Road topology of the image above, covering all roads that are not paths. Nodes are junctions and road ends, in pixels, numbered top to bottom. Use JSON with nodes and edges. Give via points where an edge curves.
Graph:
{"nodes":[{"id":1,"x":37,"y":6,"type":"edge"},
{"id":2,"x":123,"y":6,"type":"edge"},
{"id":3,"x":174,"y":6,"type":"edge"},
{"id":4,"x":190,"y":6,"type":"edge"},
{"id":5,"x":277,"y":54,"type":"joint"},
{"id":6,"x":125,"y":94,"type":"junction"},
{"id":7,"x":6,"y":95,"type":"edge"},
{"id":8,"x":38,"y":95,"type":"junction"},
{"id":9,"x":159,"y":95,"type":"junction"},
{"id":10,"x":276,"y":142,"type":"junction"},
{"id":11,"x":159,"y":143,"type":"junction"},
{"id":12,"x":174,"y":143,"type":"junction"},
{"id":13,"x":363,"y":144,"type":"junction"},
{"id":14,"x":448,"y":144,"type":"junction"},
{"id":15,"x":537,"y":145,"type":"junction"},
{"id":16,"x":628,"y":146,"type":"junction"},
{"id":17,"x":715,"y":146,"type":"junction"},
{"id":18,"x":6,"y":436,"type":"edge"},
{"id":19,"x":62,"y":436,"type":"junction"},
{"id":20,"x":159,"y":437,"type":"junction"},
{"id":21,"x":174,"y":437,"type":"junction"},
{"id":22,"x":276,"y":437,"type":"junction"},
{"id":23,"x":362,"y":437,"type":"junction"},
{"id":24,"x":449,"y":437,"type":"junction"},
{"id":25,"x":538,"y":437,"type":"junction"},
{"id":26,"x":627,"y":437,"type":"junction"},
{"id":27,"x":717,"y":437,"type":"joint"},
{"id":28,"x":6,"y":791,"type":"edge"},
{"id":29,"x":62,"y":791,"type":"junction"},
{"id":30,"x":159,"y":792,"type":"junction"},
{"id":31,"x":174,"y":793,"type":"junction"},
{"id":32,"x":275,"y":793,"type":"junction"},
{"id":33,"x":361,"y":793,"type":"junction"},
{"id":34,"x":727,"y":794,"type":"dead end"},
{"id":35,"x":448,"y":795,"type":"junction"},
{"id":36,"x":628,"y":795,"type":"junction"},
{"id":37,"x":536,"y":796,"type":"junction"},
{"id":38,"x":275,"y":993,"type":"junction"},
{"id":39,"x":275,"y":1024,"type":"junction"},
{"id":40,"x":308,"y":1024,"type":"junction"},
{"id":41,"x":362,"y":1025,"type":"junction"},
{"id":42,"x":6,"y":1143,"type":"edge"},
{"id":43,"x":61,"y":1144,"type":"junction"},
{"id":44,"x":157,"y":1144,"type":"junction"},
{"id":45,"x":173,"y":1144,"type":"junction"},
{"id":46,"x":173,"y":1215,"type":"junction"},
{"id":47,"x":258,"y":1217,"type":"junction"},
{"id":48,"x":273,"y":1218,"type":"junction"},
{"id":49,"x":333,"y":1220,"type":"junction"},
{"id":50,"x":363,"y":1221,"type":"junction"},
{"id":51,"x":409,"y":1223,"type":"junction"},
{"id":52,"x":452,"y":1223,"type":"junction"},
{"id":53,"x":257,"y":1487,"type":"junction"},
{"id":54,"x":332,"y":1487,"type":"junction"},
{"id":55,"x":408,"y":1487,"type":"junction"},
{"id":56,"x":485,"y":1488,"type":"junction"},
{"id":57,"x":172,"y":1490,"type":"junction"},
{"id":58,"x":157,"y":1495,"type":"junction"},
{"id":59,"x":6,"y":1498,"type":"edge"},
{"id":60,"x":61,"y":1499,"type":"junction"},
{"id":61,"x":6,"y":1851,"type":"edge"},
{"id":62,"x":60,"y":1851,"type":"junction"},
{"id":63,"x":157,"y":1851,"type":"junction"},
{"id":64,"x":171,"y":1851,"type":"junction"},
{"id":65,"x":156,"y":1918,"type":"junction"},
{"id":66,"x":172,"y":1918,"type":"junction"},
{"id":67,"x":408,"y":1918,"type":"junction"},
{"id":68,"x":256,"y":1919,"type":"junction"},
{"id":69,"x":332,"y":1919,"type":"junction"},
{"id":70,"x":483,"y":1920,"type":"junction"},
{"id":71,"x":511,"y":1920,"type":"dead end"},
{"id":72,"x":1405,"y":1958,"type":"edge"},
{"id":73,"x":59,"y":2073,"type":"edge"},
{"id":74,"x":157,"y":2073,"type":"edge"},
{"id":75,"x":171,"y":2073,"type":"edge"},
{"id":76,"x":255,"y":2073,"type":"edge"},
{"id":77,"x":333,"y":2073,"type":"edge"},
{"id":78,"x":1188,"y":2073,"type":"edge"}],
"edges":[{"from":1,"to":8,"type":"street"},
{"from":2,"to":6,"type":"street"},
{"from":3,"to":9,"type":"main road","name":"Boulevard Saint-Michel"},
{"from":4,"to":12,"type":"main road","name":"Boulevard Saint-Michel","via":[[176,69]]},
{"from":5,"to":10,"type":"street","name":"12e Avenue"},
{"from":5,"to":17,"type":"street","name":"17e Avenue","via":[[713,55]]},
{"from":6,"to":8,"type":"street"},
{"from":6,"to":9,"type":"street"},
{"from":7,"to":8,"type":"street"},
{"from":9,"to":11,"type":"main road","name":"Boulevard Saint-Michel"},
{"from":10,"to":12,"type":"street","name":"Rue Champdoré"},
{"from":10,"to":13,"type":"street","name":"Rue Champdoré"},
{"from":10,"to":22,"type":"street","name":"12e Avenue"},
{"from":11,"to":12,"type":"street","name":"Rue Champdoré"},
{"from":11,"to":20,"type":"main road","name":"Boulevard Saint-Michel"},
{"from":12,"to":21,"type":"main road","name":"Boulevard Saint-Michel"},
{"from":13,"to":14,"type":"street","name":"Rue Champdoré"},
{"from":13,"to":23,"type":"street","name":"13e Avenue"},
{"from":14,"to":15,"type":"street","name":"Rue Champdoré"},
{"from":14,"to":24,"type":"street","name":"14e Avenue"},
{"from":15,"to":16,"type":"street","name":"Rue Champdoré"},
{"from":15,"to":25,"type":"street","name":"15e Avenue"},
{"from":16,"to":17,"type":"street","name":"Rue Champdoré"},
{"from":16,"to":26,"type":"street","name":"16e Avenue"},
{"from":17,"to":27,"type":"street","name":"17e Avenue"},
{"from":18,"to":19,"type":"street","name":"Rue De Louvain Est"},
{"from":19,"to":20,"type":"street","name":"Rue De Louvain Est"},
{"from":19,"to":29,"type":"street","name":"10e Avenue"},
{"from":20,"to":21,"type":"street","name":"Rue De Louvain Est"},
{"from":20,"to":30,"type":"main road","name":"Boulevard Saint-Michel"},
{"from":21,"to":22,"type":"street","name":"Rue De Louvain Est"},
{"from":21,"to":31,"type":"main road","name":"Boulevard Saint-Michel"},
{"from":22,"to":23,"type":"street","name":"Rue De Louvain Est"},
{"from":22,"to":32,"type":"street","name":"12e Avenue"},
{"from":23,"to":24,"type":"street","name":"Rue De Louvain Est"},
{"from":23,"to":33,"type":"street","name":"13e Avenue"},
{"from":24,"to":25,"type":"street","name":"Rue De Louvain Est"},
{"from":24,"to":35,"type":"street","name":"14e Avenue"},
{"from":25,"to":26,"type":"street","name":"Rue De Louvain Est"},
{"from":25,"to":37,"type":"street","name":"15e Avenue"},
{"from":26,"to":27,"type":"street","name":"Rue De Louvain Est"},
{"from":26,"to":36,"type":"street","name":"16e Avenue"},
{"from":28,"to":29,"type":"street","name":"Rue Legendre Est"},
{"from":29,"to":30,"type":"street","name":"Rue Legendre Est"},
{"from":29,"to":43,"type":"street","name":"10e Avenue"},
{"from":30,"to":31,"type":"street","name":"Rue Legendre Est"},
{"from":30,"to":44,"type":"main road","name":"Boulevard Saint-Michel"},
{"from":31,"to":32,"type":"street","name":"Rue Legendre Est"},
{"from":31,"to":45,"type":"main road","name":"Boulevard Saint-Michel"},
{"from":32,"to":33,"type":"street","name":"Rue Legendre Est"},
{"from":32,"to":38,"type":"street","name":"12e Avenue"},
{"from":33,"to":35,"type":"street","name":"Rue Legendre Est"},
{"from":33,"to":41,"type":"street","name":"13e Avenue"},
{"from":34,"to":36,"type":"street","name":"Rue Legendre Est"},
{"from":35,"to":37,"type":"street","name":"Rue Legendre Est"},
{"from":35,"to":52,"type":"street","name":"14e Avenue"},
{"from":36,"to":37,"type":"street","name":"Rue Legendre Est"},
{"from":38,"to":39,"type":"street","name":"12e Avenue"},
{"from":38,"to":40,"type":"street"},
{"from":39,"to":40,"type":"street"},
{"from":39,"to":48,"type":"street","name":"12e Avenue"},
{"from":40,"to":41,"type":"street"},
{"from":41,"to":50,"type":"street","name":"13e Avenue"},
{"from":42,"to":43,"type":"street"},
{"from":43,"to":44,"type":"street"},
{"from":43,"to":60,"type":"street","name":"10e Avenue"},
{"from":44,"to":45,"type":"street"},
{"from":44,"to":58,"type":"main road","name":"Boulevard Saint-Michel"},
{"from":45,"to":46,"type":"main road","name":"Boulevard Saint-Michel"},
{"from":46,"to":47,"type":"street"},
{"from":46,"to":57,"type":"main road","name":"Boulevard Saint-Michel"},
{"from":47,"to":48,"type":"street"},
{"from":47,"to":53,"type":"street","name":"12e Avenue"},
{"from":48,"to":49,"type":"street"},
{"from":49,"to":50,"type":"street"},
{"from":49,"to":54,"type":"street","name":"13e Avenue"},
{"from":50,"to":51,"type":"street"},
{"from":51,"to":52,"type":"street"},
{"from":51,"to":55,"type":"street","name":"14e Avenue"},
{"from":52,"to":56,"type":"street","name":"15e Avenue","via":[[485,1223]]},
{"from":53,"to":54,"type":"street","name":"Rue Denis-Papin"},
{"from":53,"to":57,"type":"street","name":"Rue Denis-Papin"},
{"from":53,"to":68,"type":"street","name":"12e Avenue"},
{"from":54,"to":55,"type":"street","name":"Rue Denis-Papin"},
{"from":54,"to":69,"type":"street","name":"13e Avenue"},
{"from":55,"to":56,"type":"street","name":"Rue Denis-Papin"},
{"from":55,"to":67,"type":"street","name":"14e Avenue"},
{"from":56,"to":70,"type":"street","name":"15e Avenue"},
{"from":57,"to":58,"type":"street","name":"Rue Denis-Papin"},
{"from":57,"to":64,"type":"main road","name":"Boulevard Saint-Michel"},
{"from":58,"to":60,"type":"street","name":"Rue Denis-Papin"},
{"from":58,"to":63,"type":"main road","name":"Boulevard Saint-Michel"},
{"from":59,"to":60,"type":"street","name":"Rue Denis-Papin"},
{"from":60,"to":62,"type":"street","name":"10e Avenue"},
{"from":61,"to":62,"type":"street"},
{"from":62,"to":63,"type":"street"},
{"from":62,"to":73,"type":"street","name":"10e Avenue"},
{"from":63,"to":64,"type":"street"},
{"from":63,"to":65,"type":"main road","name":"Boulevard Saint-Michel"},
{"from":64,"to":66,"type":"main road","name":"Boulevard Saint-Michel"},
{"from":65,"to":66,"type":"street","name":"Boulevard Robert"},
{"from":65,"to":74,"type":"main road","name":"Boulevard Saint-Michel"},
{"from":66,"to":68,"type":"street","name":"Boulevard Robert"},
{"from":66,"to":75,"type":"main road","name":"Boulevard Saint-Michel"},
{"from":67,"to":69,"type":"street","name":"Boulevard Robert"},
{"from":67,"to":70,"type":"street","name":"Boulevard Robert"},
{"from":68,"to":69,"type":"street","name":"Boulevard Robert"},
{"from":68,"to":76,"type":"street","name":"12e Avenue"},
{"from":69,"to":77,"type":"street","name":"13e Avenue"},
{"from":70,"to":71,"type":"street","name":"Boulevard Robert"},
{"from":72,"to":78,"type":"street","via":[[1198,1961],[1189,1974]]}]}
# # # #
→ PROBLEM TO WORK ON: Please give the number of lines in the entries above that hold "joint", with no other words.

→ RESPONSE BOX: 2